Granted, Moulin Rouge! had novelty going for it on the initial viewing. But it’s now clear to me that Baz Luhrmann’s trick is to create movies that insist upon their own wonderfulness. This is where the patience-testing Australia tries to pressure us: Either you resist it and you’re a hopeless cynic, or you embrace it and you’ve been made a fool. It’s a film brimming with ideals of old-fashioned sweep and romance. But it’s just an illusion of love. Luhrmann uses his stock pizzazz to create an artificial epic. The issue isn’t that Luhrmann doesn’t opt for realism. That’s perfectly fine. It’s that nothing in Australia’s 165 minutes seems to really be happening. Lady Sarah Ashley (Nicole Kidman) journeys to Australia from England to keep an eye on her husband’s cattle ranch.
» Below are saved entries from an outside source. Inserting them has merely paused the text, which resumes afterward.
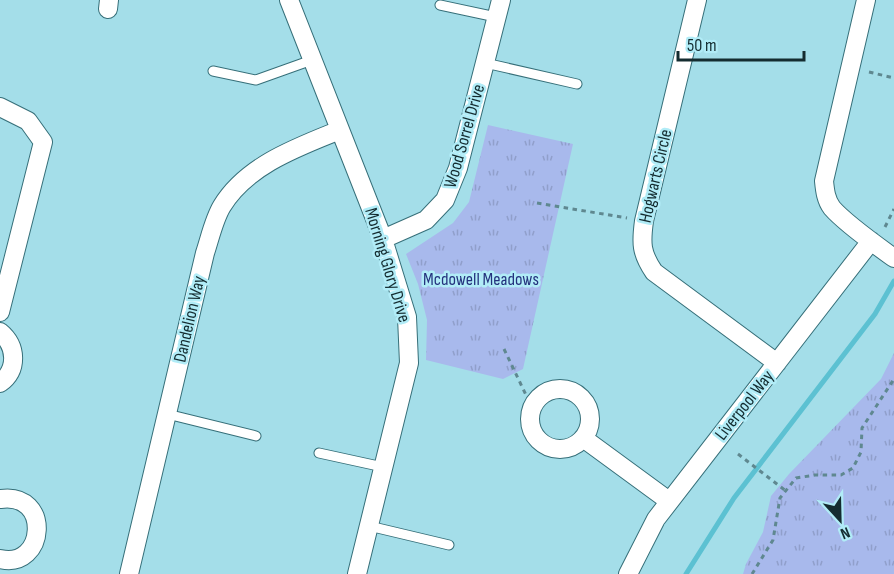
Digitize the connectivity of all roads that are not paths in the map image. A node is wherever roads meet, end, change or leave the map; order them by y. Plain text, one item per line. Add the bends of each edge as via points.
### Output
1 (290, 0) edge
2 (697, 0) edge
3 (866, 0) edge
4 (440, 5) dead end
5 (499, 8) edge
6 (312, 60) junction
7 (485, 63) junction
8 (213, 70) dead end
9 (577, 84) dead end
10 (0, 107) edge
11 (340, 130) junction
12 (383, 239) junction
13 (871, 241) junction
14 (891, 256) edge
15 (0, 312) edge
16 (0, 332) edge
17 (777, 363) junction
18 (0, 383) edge
19 (167, 414) junction
20 (256, 436) dead end
21 (583, 438) dead end
22 (319, 453) dead end
23 (383, 467) junction
24 (0, 499) edge
25 (669, 501) junction
26 (369, 526) junction
27 (449, 545) dead end
28 (0, 560) edge
29 (129, 574) edge
30 (357, 574) edge
31 (628, 574) edge

1 - 6 street, Morning Glory Drive
2 - 17 street, Hogwarts Circle via 641,242 645,260 654,272
3 - 13 street via 824,181 831,207
4 - 5 lane
5 - 7 street, Wood Sorrel Drive
6 - 8 lane via 256,80
6 - 11 street, Morning Glory Drive
7 - 9 lane
7 - 12 street, Wood Sorrel Drive via 458,168 445,200 426,220
10 - 15 street via 28,121 44,142
11 - 12 street, Morning Glory Drive
11 - 19 street, Dandelion Way via 282,156 242,180 221,207 205,253
12 - 23 street, Morning Glory Drive via 407,317 409,363
13 - 14 street
13 - 17 street, Liverpool Way
16 - 18 street via 9,341 13,361 11,371
17 - 25 street, Liverpool Way
19 - 20 lane
19 - 29 street, Dandelion Way
21 - 25 street
22 - 23 lane
23 - 26 street, Morning Glory Drive
24 - 28 street via 23,503 31,510 38,529 36,540 24,555
25 - 31 street, Liverpool Way
26 - 27 lane
26 - 30 street, Morning Glory Drive

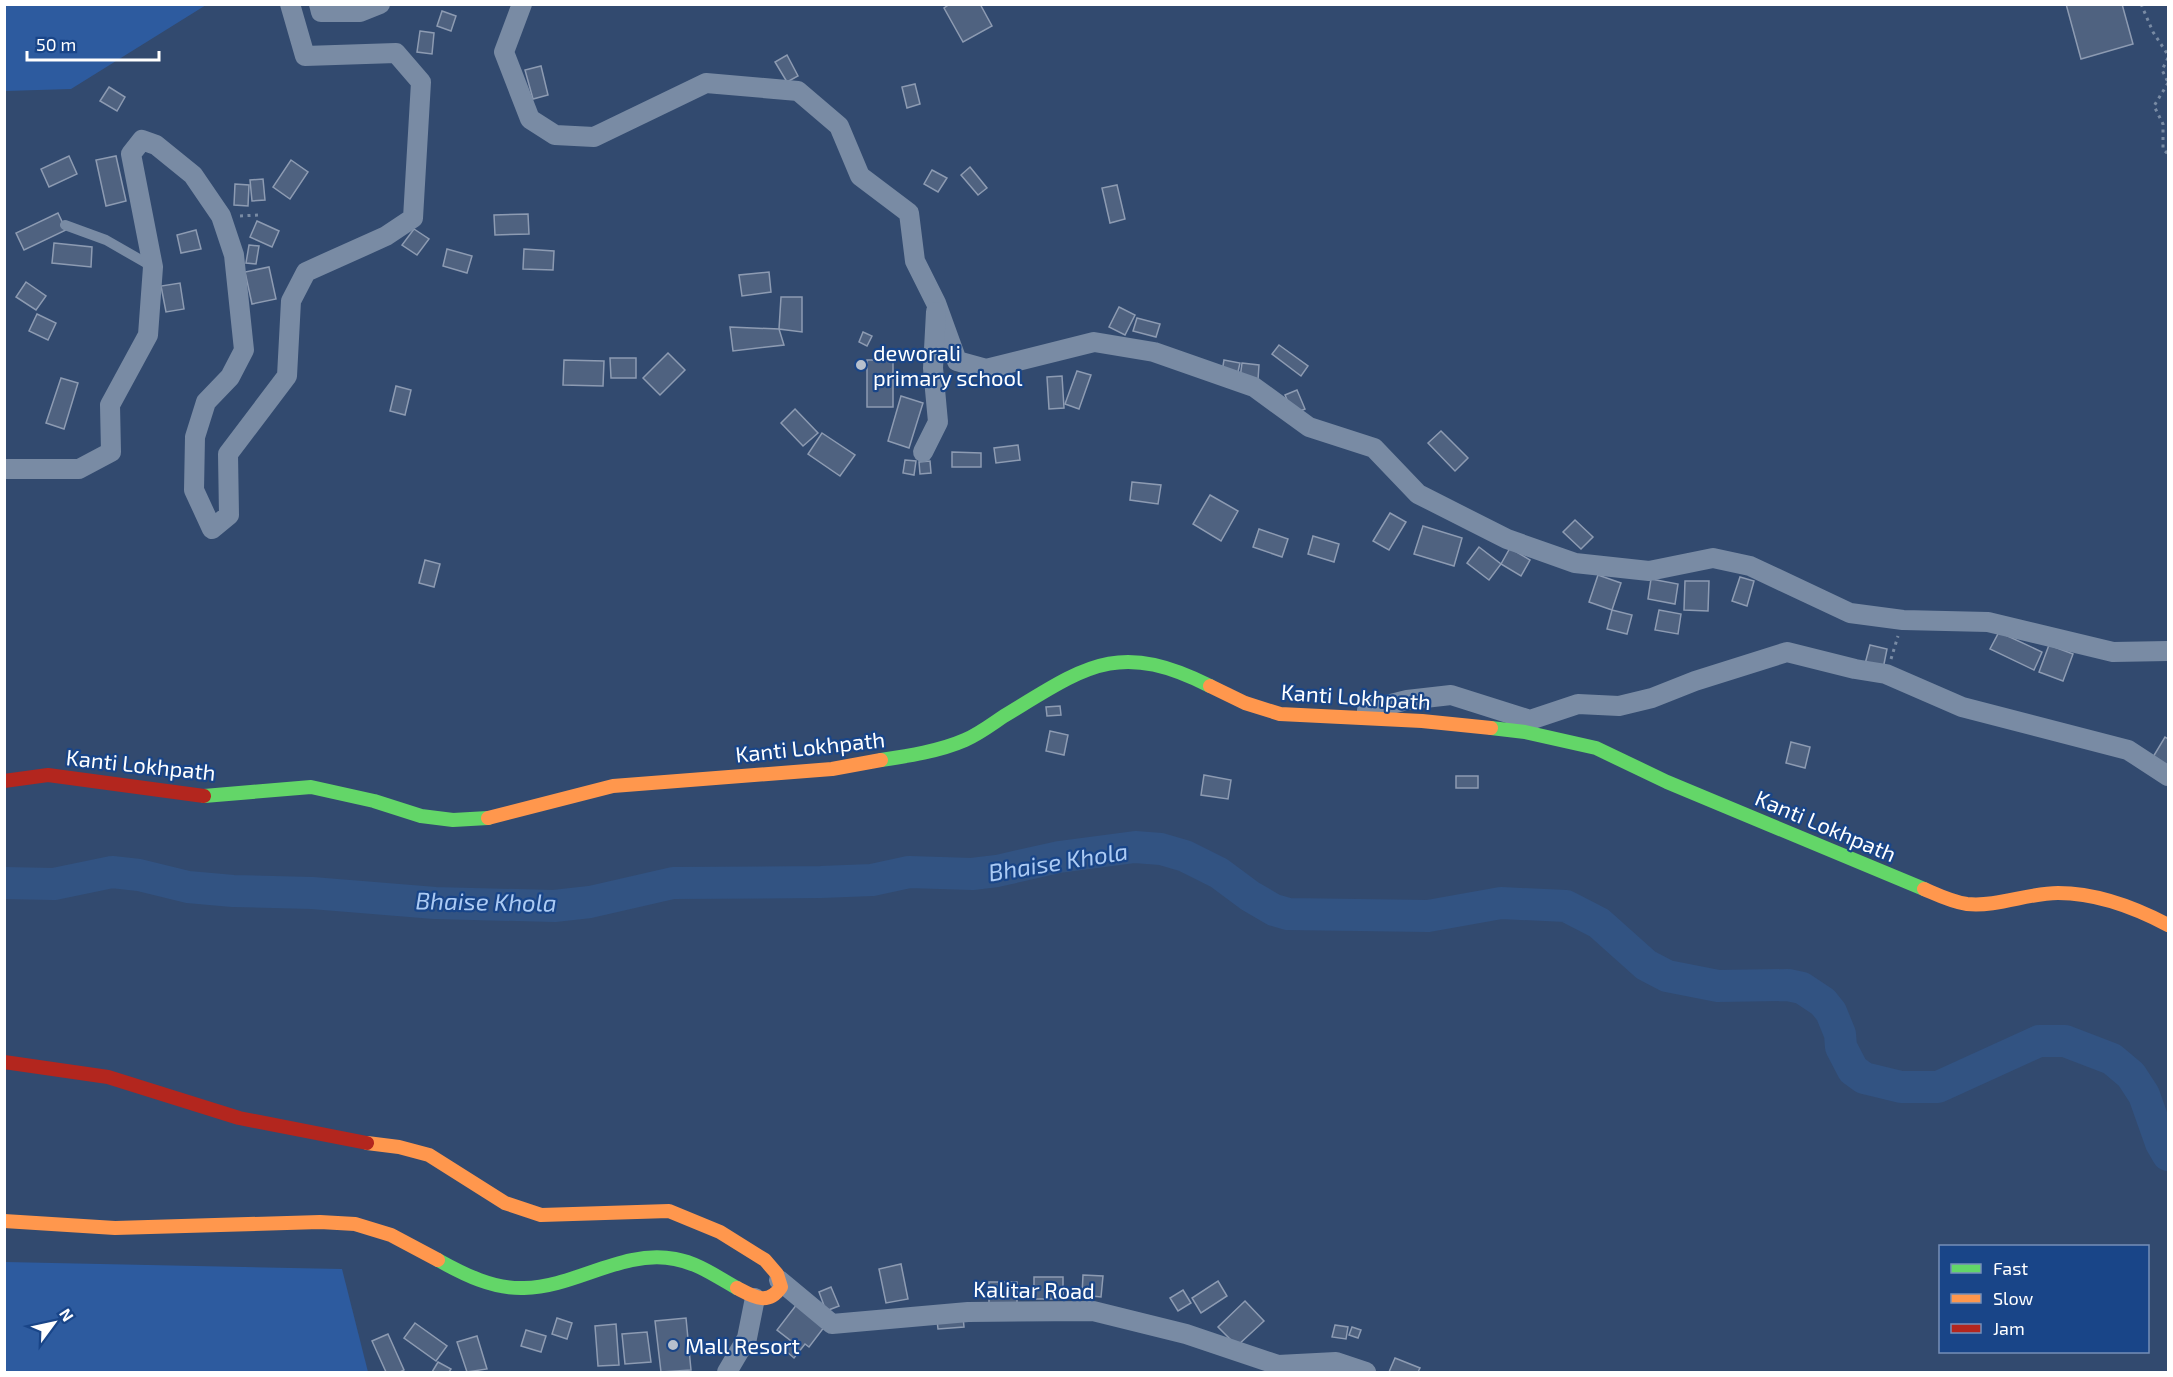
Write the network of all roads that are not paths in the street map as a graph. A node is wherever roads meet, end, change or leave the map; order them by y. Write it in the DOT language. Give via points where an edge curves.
graph roads {
  1 [pos="290,4"];
  2 [pos="319,4"];
  3 [pos="380,4"];
  4 [pos="522,4"];
  5 [pos="65,225"];
  6 [pos="153,267"];
  7 [pos="936,303"];
  8 [pos="923,452"];
  9 [pos="4,469"];
  10 [pos="2169,651"];
  11 [pos="1336,717"];
  12 [pos="2169,776"];
  13 [pos="4,781"];
  14 [pos="2169,925"];
  15 [pos="4,1062"];
  16 [pos="4,1221"];
  17 [pos="779,1280"];
  18 [pos="755,1298"];
  19 [pos="727,1372"];
  20 [pos="1366,1372"];
  1 -- 6 [label="street" via="306,57 396,54 421,82 413,218 386,236 306,272 291,301 287,376 228,454 230,515 212,529 194,490 195,437 206,402 230,377 244,350 234,255 221,216 193,176 156,145 142,140 131,154"];
  2 -- 3 [label="street" via="321,12 360,12"];
  4 -- 7 [label="street" via="504,52 530,119 555,135 594,137 706,83 798,91 839,126 860,176 909,213 915,261"];
  5 -- 6 [label="lane" via="106,240"];
  6 -- 9 [label="street" via="148,335 110,405 111,452 79,469"];
  7 -- 8 [label="street" via="933,368 938,422"];
  7 -- 10 [label="street" via="957,361 986,369 1094,342 1154,352 1254,387 1309,427 1374,448 1418,494 1507,539 1575,563 1649,571 1713,558 1750,566 1850,613 1903,620 1988,622 2114,652"];
  11 -- 12 [label="street" via="1407,700 1451,695 1530,720 1578,704 1619,706 1653,698 1787,652 1886,674 1962,707 2128,750"];
  11 -- 13 [label="main road, Kanti Lokhpath" via="1280,714 1245,704 1191,676 1150,663 1121,661 1092,666 1067,678 965,740 900,757 832,769 613,786 481,820 421,816 311,787 200,796 48,775"];
  11 -- 14 [label="main road, Kanti Lokhpath" via="1525,732 1596,748 1667,782 1955,902 1976,907 2067,892 2120,904"];
  15 -- 17 [label="main road" via="108,1077 240,1118 429,1155 505,1203 541,1215 669,1210 720,1232 765,1260"];
  16 -- 18 [label="main road" via="115,1228 352,1224 394,1236 478,1283 535,1288 640,1257 665,1257 694,1263"];
  17 -- 18 [label="main road" via="781,1287 774,1297"];
  17 -- 20 [label="street, Kalitar Road" via="832,1324 968,1312 1093,1311 1186,1334 1278,1365 1336,1362"];
  18 -- 19 [label="street" via="747,1338"];
}
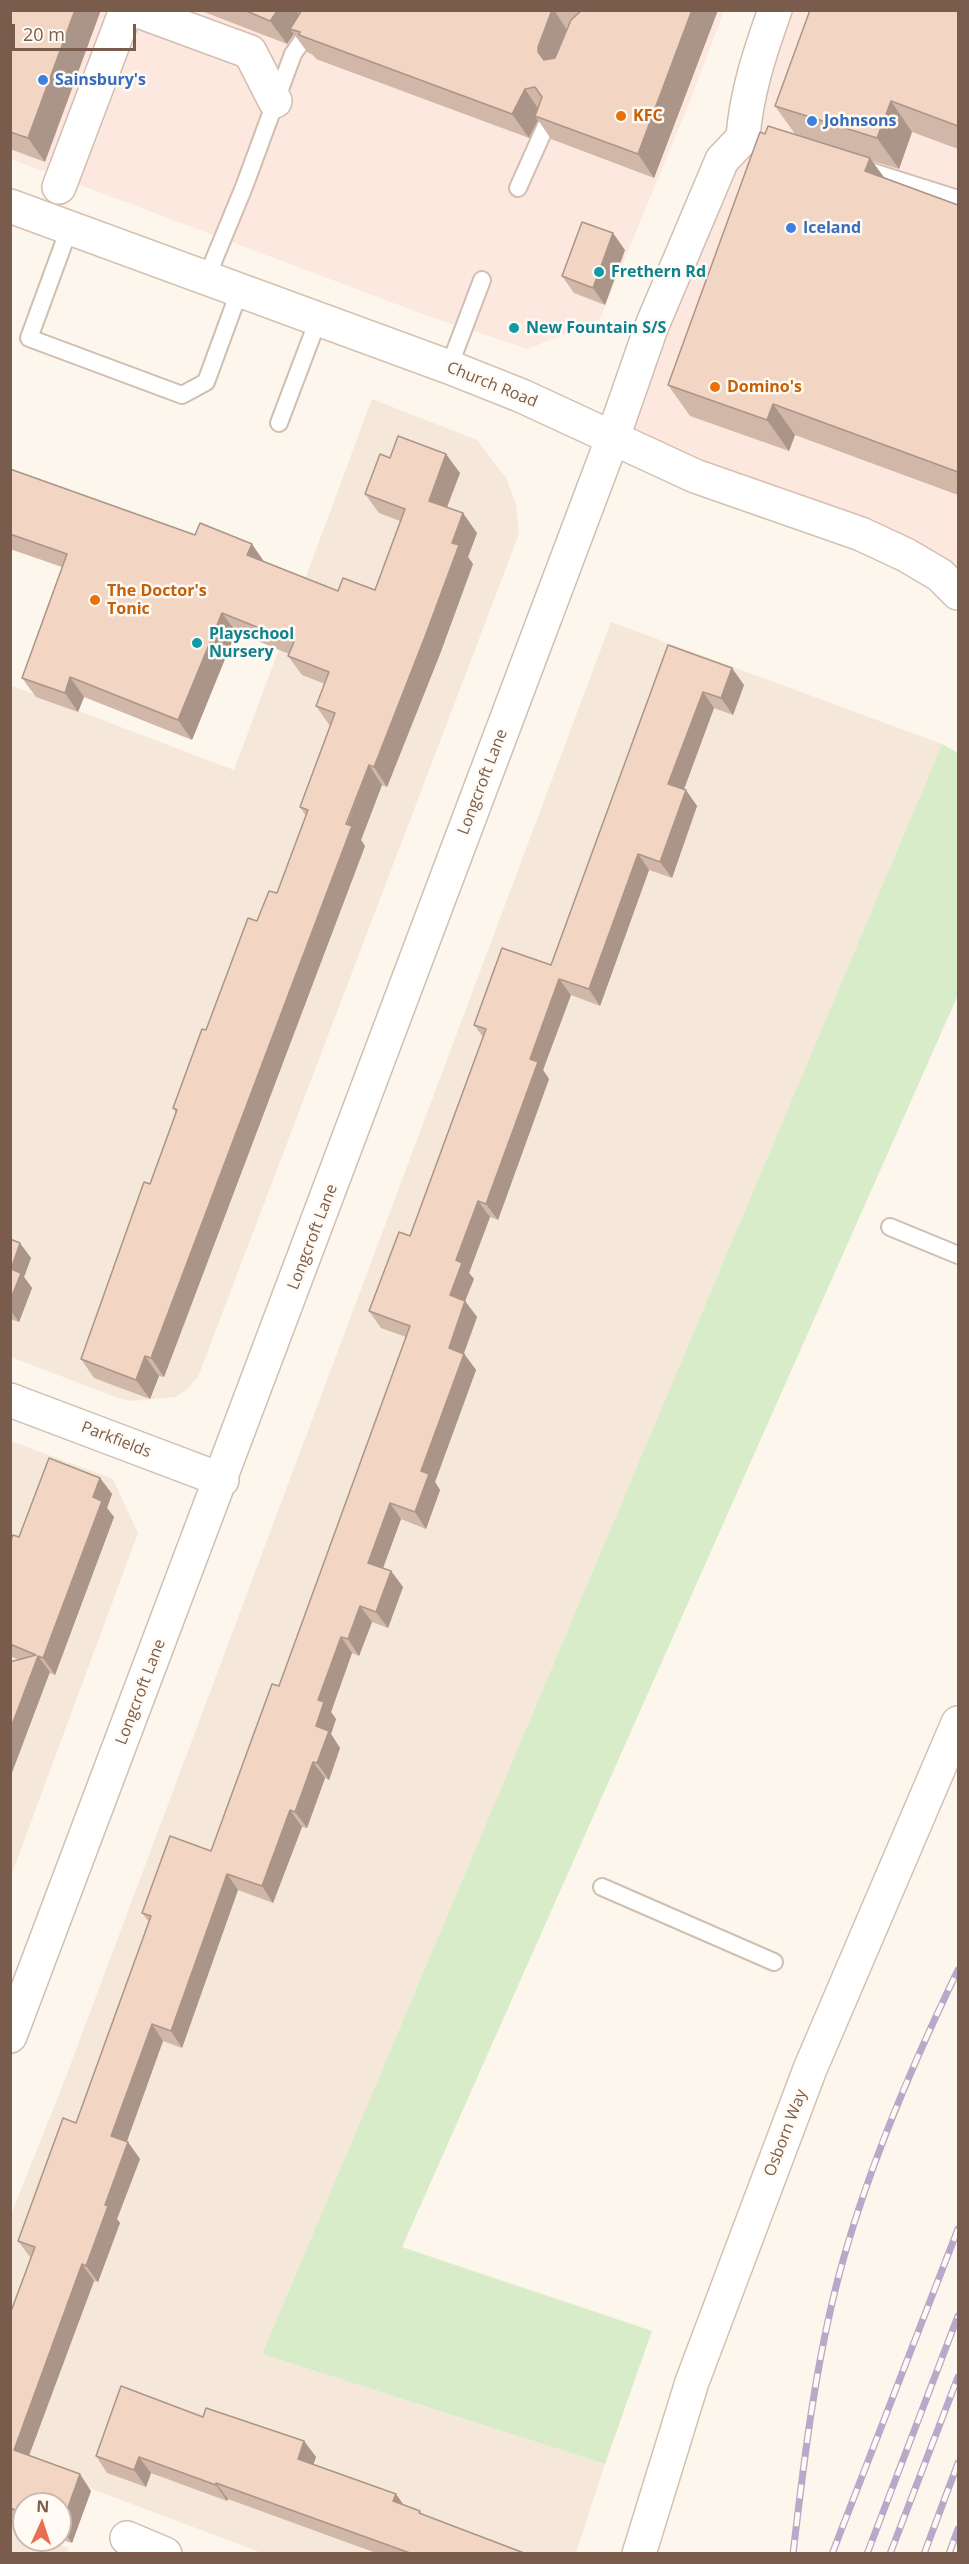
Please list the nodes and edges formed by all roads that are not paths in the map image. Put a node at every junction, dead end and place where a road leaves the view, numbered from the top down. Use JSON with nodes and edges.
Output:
{"nodes":[{"id":1,"x":126,"y":10,"type":"edge"},
{"id":2,"x":136,"y":10,"type":"edge"},
{"id":3,"x":775,"y":10,"type":"edge"},
{"id":4,"x":309,"y":31,"type":"edge"},
{"id":5,"x":275,"y":102,"type":"junction"},
{"id":6,"x":548,"y":121,"type":"edge"},
{"id":7,"x":847,"y":164,"type":"edge"},
{"id":8,"x":59,"y":187,"type":"dead end"},
{"id":9,"x":518,"y":188,"type":"dead end"},
{"id":10,"x":958,"y":199,"type":"edge"},
{"id":11,"x":10,"y":206,"type":"edge"},
{"id":12,"x":69,"y":229,"type":"junction"},
{"id":13,"x":206,"y":279,"type":"junction"},
{"id":14,"x":482,"y":280,"type":"dead end"},
{"id":15,"x":239,"y":292,"type":"junction"},
{"id":16,"x":318,"y":320,"type":"junction"},
{"id":17,"x":448,"y":367,"type":"junction"},
{"id":18,"x":279,"y":423,"type":"dead end"},
{"id":19,"x":613,"y":437,"type":"junction"},
{"id":20,"x":958,"y":593,"type":"edge"},
{"id":21,"x":890,"y":1227,"type":"dead end"},
{"id":22,"x":958,"y":1255,"type":"edge"},
{"id":23,"x":10,"y":1400,"type":"edge"},
{"id":24,"x":222,"y":1480,"type":"junction"},
{"id":25,"x":958,"y":1723,"type":"edge"},
{"id":26,"x":602,"y":1887,"type":"dead end"},
{"id":27,"x":774,"y":1962,"type":"dead end"},
{"id":28,"x":18,"y":1992,"type":"edge"},
{"id":29,"x":10,"y":2036,"type":"edge"},
{"id":30,"x":127,"y":2538,"type":"dead end"},
{"id":31,"x":165,"y":2553,"type":"edge"},
{"id":32,"x":639,"y":2553,"type":"edge"}],
"edges":[{"from":1,"to":8,"type":"street"},
{"from":2,"to":5,"type":"street"},
{"from":3,"to":19,"type":"street","name":"Longcroft Lane"},
{"from":4,"to":5,"type":"lane"},
{"from":5,"to":13,"type":"lane"},
{"from":6,"to":9,"type":"lane"},
{"from":7,"to":10,"type":"lane"},
{"from":11,"to":12,"type":"street","name":"Church Road"},
{"from":12,"to":13,"type":"street","name":"Church Road"},
{"from":12,"to":15,"type":"lane"},
{"from":13,"to":15,"type":"street","name":"Church Road"},
{"from":14,"to":17,"type":"lane"},
{"from":15,"to":16,"type":"street","name":"Church Road"},
{"from":16,"to":17,"type":"street","name":"Church Road"},
{"from":16,"to":18,"type":"lane"},
{"from":17,"to":19,"type":"street","name":"Church Road"},
{"from":19,"to":20,"type":"street","name":"Church Road"},
{"from":19,"to":24,"type":"street","name":"Longcroft Lane"},
{"from":21,"to":22,"type":"lane"},
{"from":23,"to":24,"type":"street","name":"Parkfields"},
{"from":24,"to":28,"type":"street","name":"Longcroft Lane"},
{"from":25,"to":32,"type":"street","name":"Osborn Way"},
{"from":26,"to":27,"type":"lane"},
{"from":28,"to":29,"type":"street","name":"Longcroft Lane"},
{"from":30,"to":31,"type":"street"}]}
Guided by The Drover (Hugh Jackman), whose outback gruffness clashes with her Brit prissiness, Sarah shrieks during a bar fight, marvels at a kangaroo and tries to rescue a half-Aboriginal/half-white kid (Brandon Walters). Luhrmann’s romanticized view of how history was shaped confines Australia’s racism as a thing of the past. Blessing the kid with magic powers, and having him narrate the movie like it were a Disney cartoon doesn’t help his case. The parallels to The Wizard of Oz (already tread in Wild at Heart and “Somewhere Over the Rainbow” is used prominently in Face/Off and Milk) aren’t justified. Australia doesn’t come into its own as a fairytale. Luhrmann’s flash-in-the-pan gymnastics can’t match the exquisite style of Catherine Hardwicke’s rain-drenched Twilight. And there’s not a performance with half the integrity of Twilight star Kristen Stewart. Everybody and everything in Australia is deliberately over-done. It’s a whole movie of the twirly moustache dude from Moulin Rouge! yelling “Spectacular! Spectacular!” in your face. The film ends with the Japanese bombing of Darwin, which followed the attack of Pearl Harbor, and that makes a fitting parallel. This is the most belaboured fumble since Michael Bay’s Pearl Harbor. At least that movie made for a great trailer.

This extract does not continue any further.